Great interest has been seen in using growth-friendly implants such as conventional growing rods. Growing rods are commonly used for early onset scoliosis (EOSTM) as they have the advantage of correcting the deformity while allowing the spine to grow. However, the need for frequent lengthening surgeries has never been a pleasant occurrence to the patient, their family, or the physician, with each subsequent surgery carrying an increased medical, financial, and psychological burden of its own.
Magnetic expandable rods managed to overcome the issue of multiple surgeries by providing a device that can be elongated in the clinic by an external remote controller. It looks like a promising technology with many reporting good outcomes.13 Disadvantages, however, including costs and magnetic resonance imaging (MRI) compatibility, are not fully explored.14 Akbarnia et al. Reported loss of initial height in three patients after the initial surgery and loss of distraction in 11 out of 68 cases. Nonetheless, the loss of height was regained and maintained after subsequent distraction precluding the need for exchanging the rods.
In our case, distraction was achieved in the first and second attempts but not thereafter. Fifty percent (50%) of the length achieved was lost in the next three months and never regained. Distraction under sedation and general anesthesia were tried but to no avail. No explanation was found for such failure. After exchanging the rods, we found that the telescoping mechanism had failed, a complication we dubbed a catastrophic failure.
Catastrophic failure has never been reported or mentioned in the magnetic expandable rod user manual. Physicians need to pay attention to catastrophic failure as it should always be considered when these types of rods lose their initial distraction without being able to regain it anymore.

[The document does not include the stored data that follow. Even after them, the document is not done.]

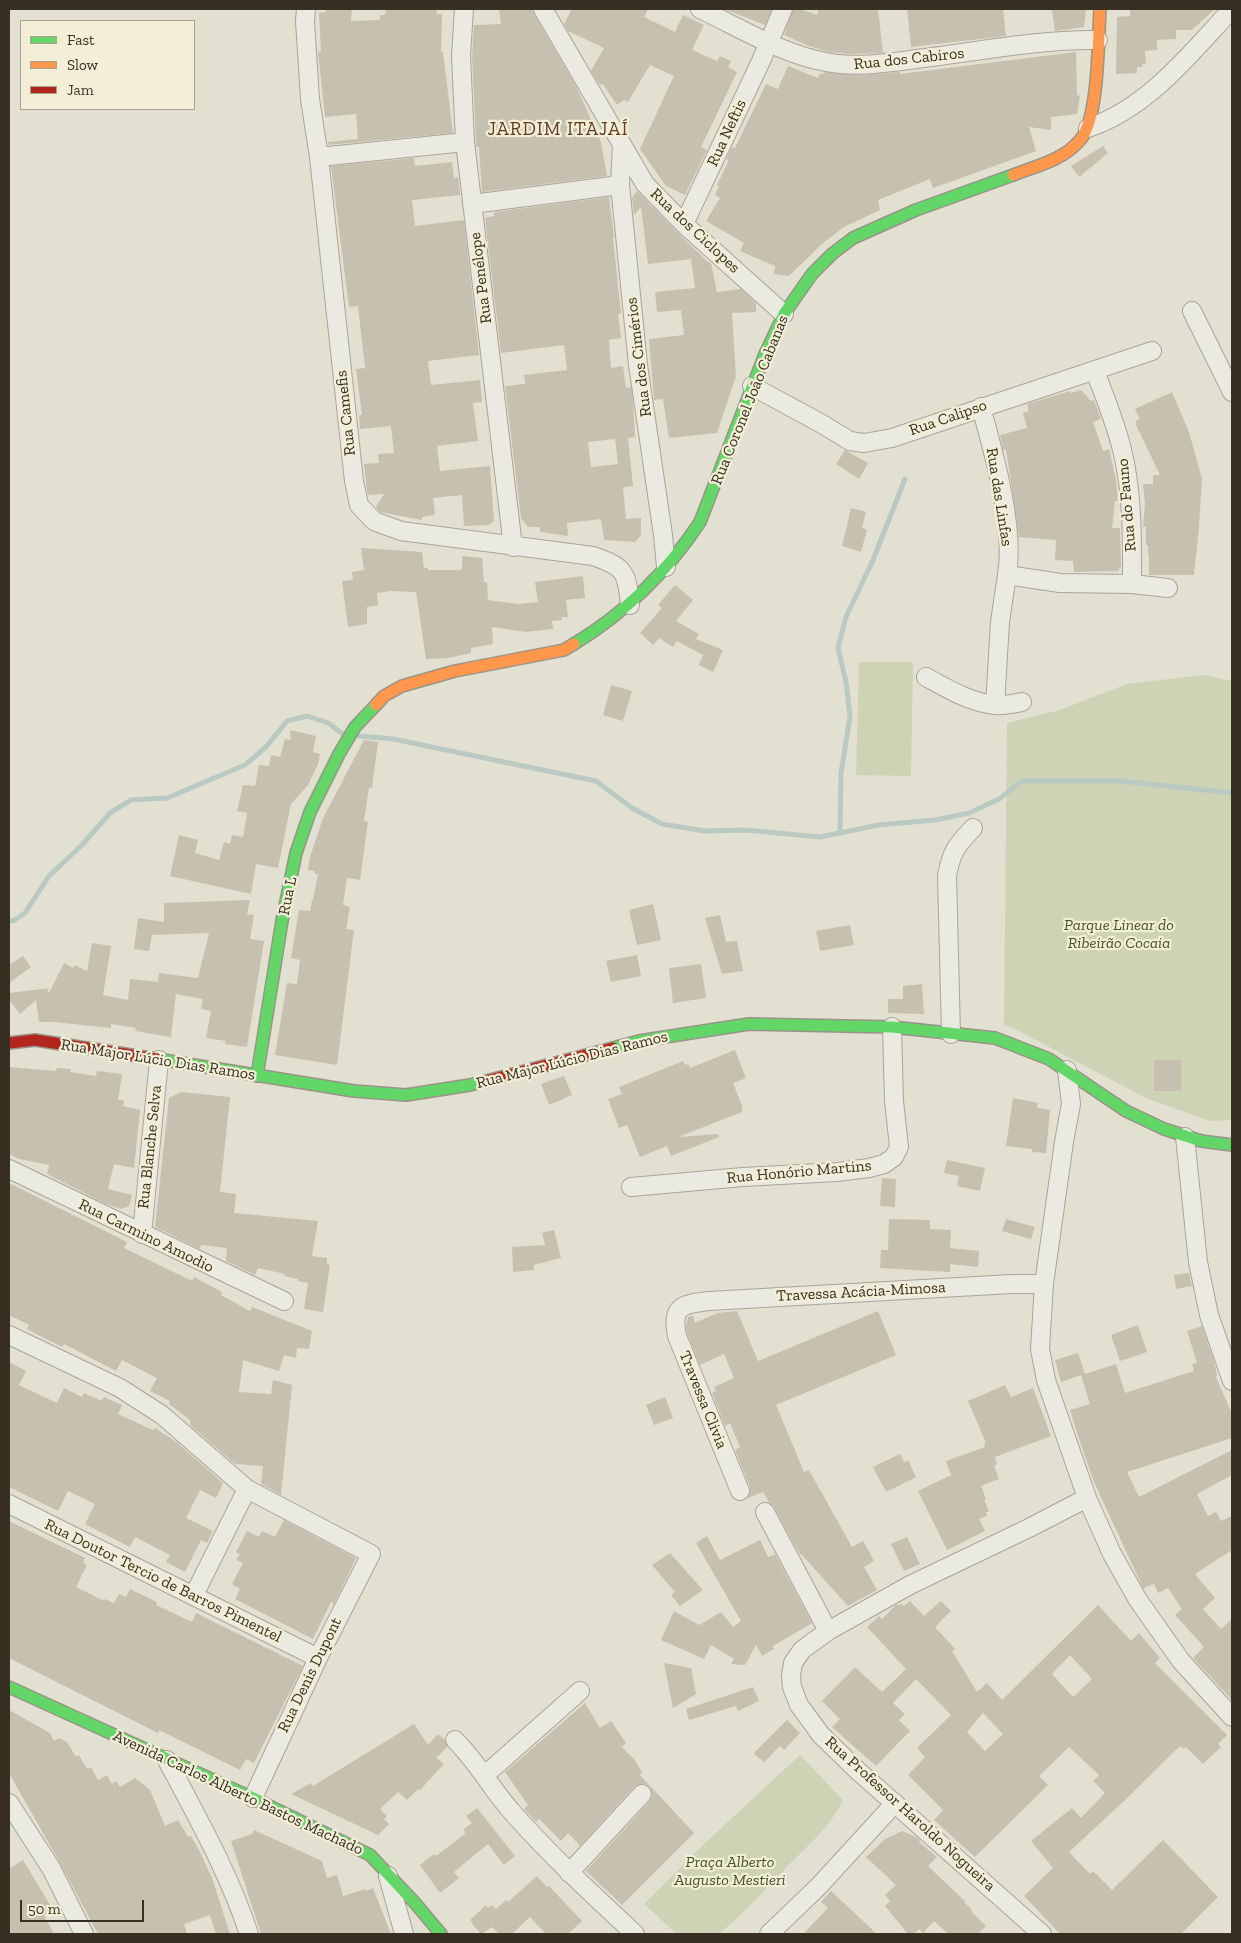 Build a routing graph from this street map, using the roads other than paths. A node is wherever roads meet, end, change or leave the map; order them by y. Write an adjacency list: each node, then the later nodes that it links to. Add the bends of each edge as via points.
1 (306, 9): 13 (street, Rua Camefis, via 310,99)
2 (464, 9): 11 (street, Rua Penélope, via 460,56)
3 (543, 9): 12 (street, Rua dos Ciclopes)
4 (700, 9): 9 (street, Rua dos Cabiros)
5 (783, 9): 9 (street, Rua Neftis)
6 (1100, 9): 8 (street, Rua Coronel João Cabanas)
7 (1232, 10): 10 (street, via 1139,103 1106,123)
8 (1098, 40): 9 (street, Rua dos Cabiros, via 861,65 814,60); 10 (street, Rua Coronel João Cabanas, via 1094,101)
9 (769, 42): 16 (street, Rua Neftis)
10 (1088, 128): 18 (street, Rua Coronel João Cabanas, via 1080,141 1058,158 916,210 853,238 812,274)
11 (465, 142): 13 (street); 15 (street, Rua Penélope)
12 (622, 145): 14 (street, Rua dos Cimérios); 16 (street, Rua dos Ciclopes, via 645,184)
13 (319, 157): 24 (street, Rua Camefis, via 359,505 374,521 400,531)
14 (620, 185): 15 (street); 25 (street, Rua dos Cimérios, via 638,365)
15 (472, 204): 24 (street, Rua Penélope)
16 (684, 224): 18 (street, Rua dos Ciclopes)
17 (1192, 311): 22 (street)
18 (784, 314): 21 (street, Rua Coronel João Cabanas)
19 (1152, 351): 20 (street, Rua Calipso)
20 (1095, 371): 23 (street, Rua Calipso); 27 (street, Rua do Fauno, via 1123,454 1132,529)
21 (752, 386): 23 (street, Rua Calipso, via 856,443 892,438); 25 (street, Rua Coronel João Cabanas, via 700,522)
22 (1232, 392)
23 (981, 407): 26 (street, Rua das Linfas, via 998,475 1006,526)
24 (513, 547): 29 (street, Rua Camefis, via 594,556 612,562 621,569 628,582)
25 (666, 567): 29 (street, Rua Coronel João Cabanas)
26 (1007, 575): 27 (street, via 1060,583); 32 (street, Rua das Linfas, via 1000,622)
27 (1132, 584): 28 (street)
28 (1168, 588)
29 (630, 605): 33 (street, Rua Coronel João Cabanas, via 564,650 455,671 402,686 384,696)
30 (926, 677): 32 (street, via 962,696)
31 (1022, 702): 32 (street)
32 (996, 705)
33 (356, 727): 40 (street, Rua L, via 310,812 296,854)
34 (973, 828): 36 (street, via 956,845 947,876)
35 (892, 1027): 36 (street, Rua Major Lúcio Dias Ramos); 40 (street, Rua Major Lúcio Dias Ramos, via 749,1024 639,1041 470,1085 406,1095 354,1091); 46 (street, Rua Honório Martins, via 899,1147 894,1157 884,1164 837,1172)
36 (951, 1034): 39 (street, Rua Major Lúcio Dias Ramos, via 995,1038 1049,1059)
37 (9, 1043): 38 (street, Rua Major Lúcio Dias Ramos, via 35,1040)
38 (159, 1060): 40 (street, Rua Major Lúcio Dias Ramos); 47 (street, Rua Blanche Selva)
39 (1067, 1070): 41 (street, Rua Major Lúcio Dias Ramos); 42 (street)
40 (257, 1076)
41 (1094, 1089): 42 (street); 43 (street, Rua Major Lúcio Dias Ramos, via 1126,1111)
42 (1071, 1104): 48 (street)
43 (1185, 1137): 44 (street, Rua Major Lúcio Dias Ramos); 52 (street, via 1198,1262 1210,1315)
44 (1232, 1145)
45 (9, 1169): 47 (street, Rua Carmino Amodio)
46 (631, 1187)
47 (142, 1234): 49 (street, Rua Carmino Amodio)
48 (1044, 1284): 50 (street, Travessa Acácia-Mimosa, via 708,1301 689,1303); 55 (street, via 1040,1349 1044,1372)
49 (284, 1302)
50 (679, 1308): 54 (street, Travessa Clivia, via 674,1322 676,1336)
51 (9, 1335): 53 (street, via 120,1388 162,1415)
52 (1232, 1381)
53 (247, 1489): 58 (street); 60 (street, Rua Denis Dupont, via 371,1554)
54 (740, 1491)
55 (1087, 1498): 59 (street, Rua Professor Haroldo Nogueira, via 910,1585); 63 (street, via 1112,1554 1138,1600 1185,1666)
56 (9, 1504): 58 (street, Rua Doutor Tercio de Barros Pimentel)
57 (765, 1512): 59 (street)
58 (194, 1595): 60 (street, Rua Doutor Tercio de Barros Pimentel)
59 (828, 1631): 70 (street, Rua Professor Haroldo Nogueira, via 802,1650 793,1663 792,1687 799,1705 821,1735)
60 (318, 1658): 68 (street, Rua Denis Dupont)
61 (9, 1687): 65 (street, Avenida Carlos Alberto Bastos Machado)
62 (580, 1691): 66 (street)
63 (1232, 1717)
64 (454, 1740): 66 (street)
65 (167, 1760): 68 (street, Avenida Carlos Alberto Bastos Machado); 74 (street, via 219,1860)
66 (485, 1775): 72 (street, via 510,1810)
67 (642, 1794): 72 (street)
68 (253, 1798): 71 (street, Avenida Carlos Alberto Bastos Machado, via 370,1855)
69 (9, 1802): 73 (street, via 51,1868)
70 (896, 1803): 78 (street); 79 (street, Rua Professor Haroldo Nogueira)
71 (386, 1871): 75 (street); 76 (street, Avenida Carlos Alberto Bastos Machado)
72 (569, 1873): 77 (street)
73 (84, 1934)
74 (249, 1934)
75 (404, 1934)
76 (440, 1934)
77 (635, 1934)
78 (770, 1934)
79 (1042, 1934)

In conclusion, magnetic expandable rods are a promising technology that allows spinal growth while correcting the deformity. Nevertheless, more attention should be paid to investigating these novel implants regarding their potential complications.
CONSENT
The authors have received written informed consent from the patient.
CONFLICTS OF INTEREST
The authors declare that they have no conflicts of interest.